Copy the following data exactly and drop the pictures.

Supplied material below:

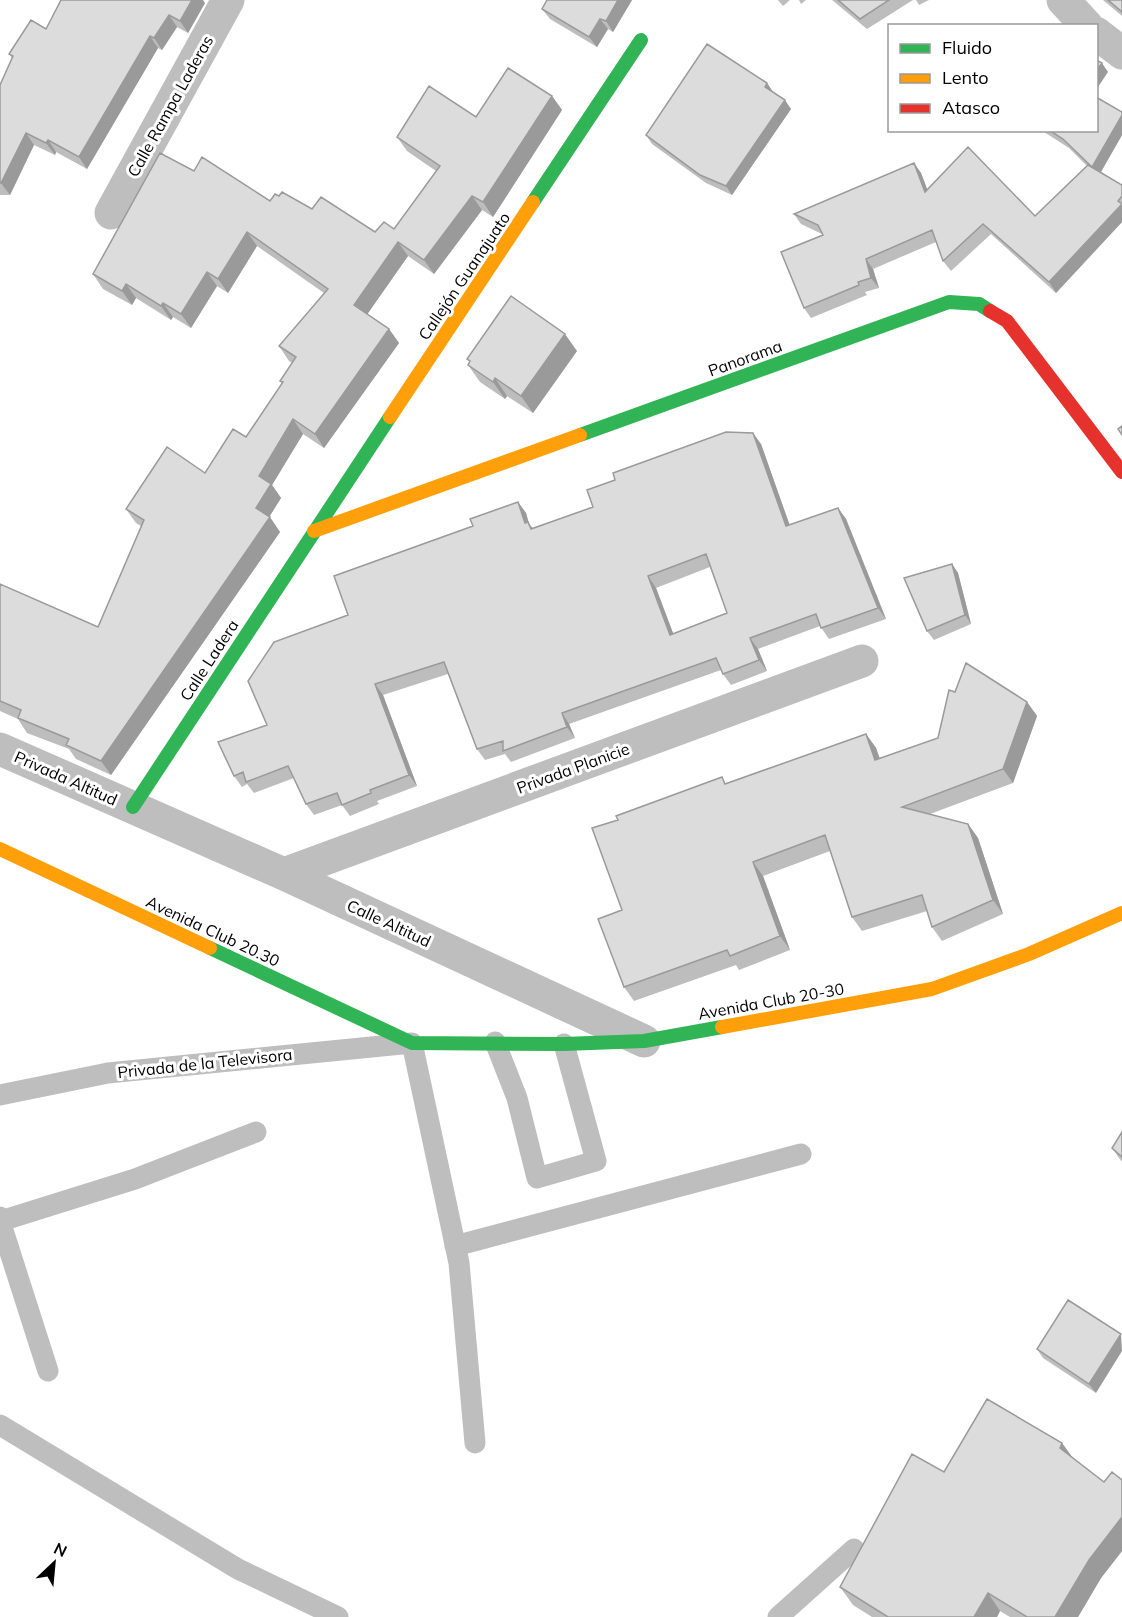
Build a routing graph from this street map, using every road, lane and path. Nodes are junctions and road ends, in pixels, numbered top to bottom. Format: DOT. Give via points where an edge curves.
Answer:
graph roads {
  1 [pos="228,0"];
  2 [pos="1063,0"];
  3 [pos="1085,24"];
  4 [pos="1098,35"];
  5 [pos="641,40"];
  6 [pos="1122,53"];
  7 [pos="111,213"];
  8 [pos="1122,472"];
  9 [pos="314,531"];
  10 [pos="862,661"];
  11 [pos="0,749"];
  12 [pos="133,807"];
  13 [pos="0,849"];
  14 [pos="284,874"];
  15 [pos="1122,913"];
  16 [pos="644,1041"];
  17 [pos="412,1042"];
  18 [pos="495,1042"];
  19 [pos="564,1044"];
  20 [pos="0,1095"];
  21 [pos="256,1132"];
  22 [pos="801,1154"];
  23 [pos="0,1220"];
  24 [pos="455,1246"];
  25 [pos="48,1371"];
  26 [pos="0,1425"];
  27 [pos="476,1443"];
  28 [pos="854,1549"];
  29 [pos="338,1617"];
  30 [pos="778,1617"];
  1 -- 7 [label="street, Calle Rampa Laderas"];
  2 -- 3 [label="street"];
  4 -- 6 [label="street"];
  5 -- 9 [label="street, Callejón Guanajuato"];
  8 -- 9 [label="street, Panorama" via="1007,321 979,304 949,302"];
  9 -- 12 [label="street, Calle Ladera"];
  10 -- 14 [label="street, Privada Planicie"];
  11 -- 12 [label="street, Privada Altitud"];
  12 -- 14 [label="street, Calle Altitud"];
  13 -- 17 [label="street, Avenida Club 20.30"];
  14 -- 16 [label="street, Calle Altitud"];
  15 -- 16 [label="street, Avenida Club 20-30" via="1029,954 932,988"];
  16 -- 19 [label="street, Avenida Club 20-30"];
  17 -- 18 [label="street, Avenida Club 20-30"];
  17 -- 20 [label="lane, Privada de la Televisora" via="108,1073"];
  17 -- 24 [label="lane"];
  18 -- 19 [label="street, Avenida Club 20-30"];
  18 -- 19 [label="lane" via="516,1098 537,1178 596,1161"];
  21 -- 23 [label="lane" via="135,1179"];
  22 -- 24 [label="lane"];
  23 -- 25 [label="lane"];
  24 -- 27 [label="lane"];
  26 -- 29 [label="lane" via="238,1569"];
  28 -- 30 [label="lane"];
}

End of Supplied material.

> **Exercise output**:
Build a routing graph from this street map, using every road, lane and path. Nodes are junctions and road ends, in pixels, numbered top to bottom. Format: DOT. Give via points where an edge curves.
Answer:
graph roads {
  1 [pos="228,0"];
  2 [pos="1063,0"];
  3 [pos="1085,24"];
  4 [pos="1098,35"];
  5 [pos="641,40"];
  6 [pos="1122,53"];
  7 [pos="111,213"];
  8 [pos="1122,472"];
  9 [pos="314,531"];
  10 [pos="862,661"];
  11 [pos="0,749"];
  12 [pos="133,807"];
  13 [pos="0,849"];
  14 [pos="284,874"];
  15 [pos="1122,913"];
  16 [pos="644,1041"];
  17 [pos="412,1042"];
  18 [pos="495,1042"];
  19 [pos="564,1044"];
  20 [pos="0,1095"];
  21 [pos="256,1132"];
  22 [pos="801,1154"];
  23 [pos="0,1220"];
  24 [pos="455,1246"];
  25 [pos="48,1371"];
  26 [pos="0,1425"];
  27 [pos="476,1443"];
  28 [pos="854,1549"];
  29 [pos="338,1617"];
  30 [pos="778,1617"];
  1 -- 7 [label="street, Calle Rampa Laderas"];
  2 -- 3 [label="street"];
  4 -- 6 [label="street"];
  5 -- 9 [label="street, Callejón Guanajuato"];
  8 -- 9 [label="street, Panorama" via="1007,321 979,304 949,302"];
  9 -- 12 [label="street, Calle Ladera"];
  10 -- 14 [label="street, Privada Planicie"];
  11 -- 12 [label="street, Privada Altitud"];
  12 -- 14 [label="street, Calle Altitud"];
  13 -- 17 [label="street, Avenida Club 20.30"];
  14 -- 16 [label="street, Calle Altitud"];
  15 -- 16 [label="street, Avenida Club 20-30" via="1029,954 932,988"];
  16 -- 19 [label="street, Avenida Club 20-30"];
  17 -- 18 [label="street, Avenida Club 20-30"];
  17 -- 20 [label="lane, Privada de la Televisora" via="108,1073"];
  17 -- 24 [label="lane"];
  18 -- 19 [label="street, Avenida Club 20-30"];
  18 -- 19 [label="lane" via="516,1098 537,1178 596,1161"];
  21 -- 23 [label="lane" via="135,1179"];
  22 -- 24 [label="lane"];
  23 -- 25 [label="lane"];
  24 -- 27 [label="lane"];
  26 -- 29 [label="lane" via="238,1569"];
  28 -- 30 [label="lane"];
}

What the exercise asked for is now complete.